New Delhi: Four Indian gay couples have urged the Supreme Court to recognise same-sex marriages, setting the stage for a legal face-off with the Union government which has in the past refused to legalise such marriages.
In a historic verdict in 2018, the apex court decriminalised homosexuality by scrapping a colonial-era ban on gay sex. Despite the 2018 ruling, members of the lesbian, gay, bisexual and transgender (LGBT) community complain about a lack of acceptance and discrimination against gay people in Indian society.
LGBT activists say that while the 2018 ruling affirmed their constitutional rights, they are still deprived of legal backing for same-sex marriages, a basic right enjoyed by heterosexual married couples.
In three Supreme Court filings, the couples say that without legal recognition of being married, they are denied rights such as those linked to medical consent, pensions, adoption or even simpler things like club memberships for couples.
Lawyers and a court document confirmed the fourth petition along similar lines was also filed in the court.
One of the couples, Supriyo Chakraborty and Abhay Dang, said in their submission that they held a two-day commitment ceremony last year like any other “Big Fat Indian wedding”, but once the euphoria faded, they realised they could not take health insurance as couples or nominate each other in life insurance policies.
The four gay couples want a Supreme Court ruling that modifies or interprets laws in a way that allows same-gender marriages, the court filings show.
It is a sensitive subject in the socially conservative country of 1.4 billion people, where speaking openly about homosexuality is taboo for many.
The pleas have already triggered a debate on prime-time TV news and generated editorials in newspapers about whether the time has come for the world’s largest democracy to join roughly three dozen countries where such marriages are legal.
On Monday, a federal lawmaker from the BJP appealed to colleagues in the Upper House of parliament to oppose legal recognition of marriage between same-sex couples.
“Same-sex marriage will cause havoc with the delicate balance of personal laws in the country…two judges cannot take a decision on this social issue,” said Sushil Modi, a member of parliament from the BJP.

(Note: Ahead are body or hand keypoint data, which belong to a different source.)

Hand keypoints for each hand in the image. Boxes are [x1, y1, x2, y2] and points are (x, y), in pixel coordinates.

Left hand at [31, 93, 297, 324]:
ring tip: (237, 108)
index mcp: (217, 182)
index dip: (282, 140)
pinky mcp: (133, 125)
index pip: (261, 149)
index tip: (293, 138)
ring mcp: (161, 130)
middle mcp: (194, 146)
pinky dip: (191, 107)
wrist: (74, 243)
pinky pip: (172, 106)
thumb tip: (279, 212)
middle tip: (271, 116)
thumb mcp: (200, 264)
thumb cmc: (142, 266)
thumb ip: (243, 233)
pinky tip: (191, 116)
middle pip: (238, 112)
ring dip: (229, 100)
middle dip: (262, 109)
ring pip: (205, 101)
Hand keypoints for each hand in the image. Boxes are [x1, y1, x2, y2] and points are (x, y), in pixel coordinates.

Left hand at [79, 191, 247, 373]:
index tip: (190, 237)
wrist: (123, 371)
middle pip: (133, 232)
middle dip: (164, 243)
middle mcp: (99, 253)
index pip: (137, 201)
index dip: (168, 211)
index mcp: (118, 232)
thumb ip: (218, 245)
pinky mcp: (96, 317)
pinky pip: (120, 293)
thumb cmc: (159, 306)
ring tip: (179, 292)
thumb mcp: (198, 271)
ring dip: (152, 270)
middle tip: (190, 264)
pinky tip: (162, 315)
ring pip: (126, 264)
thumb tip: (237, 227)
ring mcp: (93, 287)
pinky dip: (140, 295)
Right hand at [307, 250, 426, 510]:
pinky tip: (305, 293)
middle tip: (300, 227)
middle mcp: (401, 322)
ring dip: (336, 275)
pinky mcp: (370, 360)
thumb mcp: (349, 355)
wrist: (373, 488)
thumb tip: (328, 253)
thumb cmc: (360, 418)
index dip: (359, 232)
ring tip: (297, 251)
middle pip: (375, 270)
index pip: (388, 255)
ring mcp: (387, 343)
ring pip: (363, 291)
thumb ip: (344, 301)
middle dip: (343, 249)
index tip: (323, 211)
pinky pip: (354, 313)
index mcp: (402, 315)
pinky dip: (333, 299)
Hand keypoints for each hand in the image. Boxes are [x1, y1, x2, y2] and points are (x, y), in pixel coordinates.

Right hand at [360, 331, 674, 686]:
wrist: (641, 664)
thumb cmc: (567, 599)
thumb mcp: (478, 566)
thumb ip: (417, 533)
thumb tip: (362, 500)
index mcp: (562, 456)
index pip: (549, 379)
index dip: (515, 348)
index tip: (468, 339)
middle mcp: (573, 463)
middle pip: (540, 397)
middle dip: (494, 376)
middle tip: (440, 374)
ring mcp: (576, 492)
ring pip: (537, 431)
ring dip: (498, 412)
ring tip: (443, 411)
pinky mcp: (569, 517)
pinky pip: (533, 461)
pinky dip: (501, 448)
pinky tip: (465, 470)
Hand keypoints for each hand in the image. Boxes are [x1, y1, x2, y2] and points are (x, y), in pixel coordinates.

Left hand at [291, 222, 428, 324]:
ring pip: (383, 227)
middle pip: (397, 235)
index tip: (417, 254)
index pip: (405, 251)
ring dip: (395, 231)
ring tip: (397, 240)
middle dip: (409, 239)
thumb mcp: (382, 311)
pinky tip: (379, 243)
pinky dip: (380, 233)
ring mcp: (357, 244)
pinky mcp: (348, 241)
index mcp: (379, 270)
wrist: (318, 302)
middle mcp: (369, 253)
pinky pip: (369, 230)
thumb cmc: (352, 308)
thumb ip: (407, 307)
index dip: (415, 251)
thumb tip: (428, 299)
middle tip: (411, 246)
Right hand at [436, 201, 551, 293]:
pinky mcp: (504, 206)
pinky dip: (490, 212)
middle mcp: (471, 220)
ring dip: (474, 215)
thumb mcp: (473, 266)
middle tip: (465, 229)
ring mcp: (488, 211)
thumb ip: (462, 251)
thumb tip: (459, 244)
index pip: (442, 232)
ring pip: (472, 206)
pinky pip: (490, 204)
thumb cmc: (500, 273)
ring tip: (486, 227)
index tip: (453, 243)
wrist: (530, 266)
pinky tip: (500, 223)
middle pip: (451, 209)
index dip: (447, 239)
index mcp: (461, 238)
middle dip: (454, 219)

The Law Ministry has opposed same-sex marriages in the past and said courts should stay away from the law-making process that falls under parliament’s purview.
In one state court filing last year, the Law Ministry said a marriage depends on “age-old customs (and) rituals” and a sexual relationship between same-sex individuals is “not comparable with the Indian family unit concept of a husband, a wife and children.”
It added that in India marriage is “a solemn institution between a biological man and a biological woman”.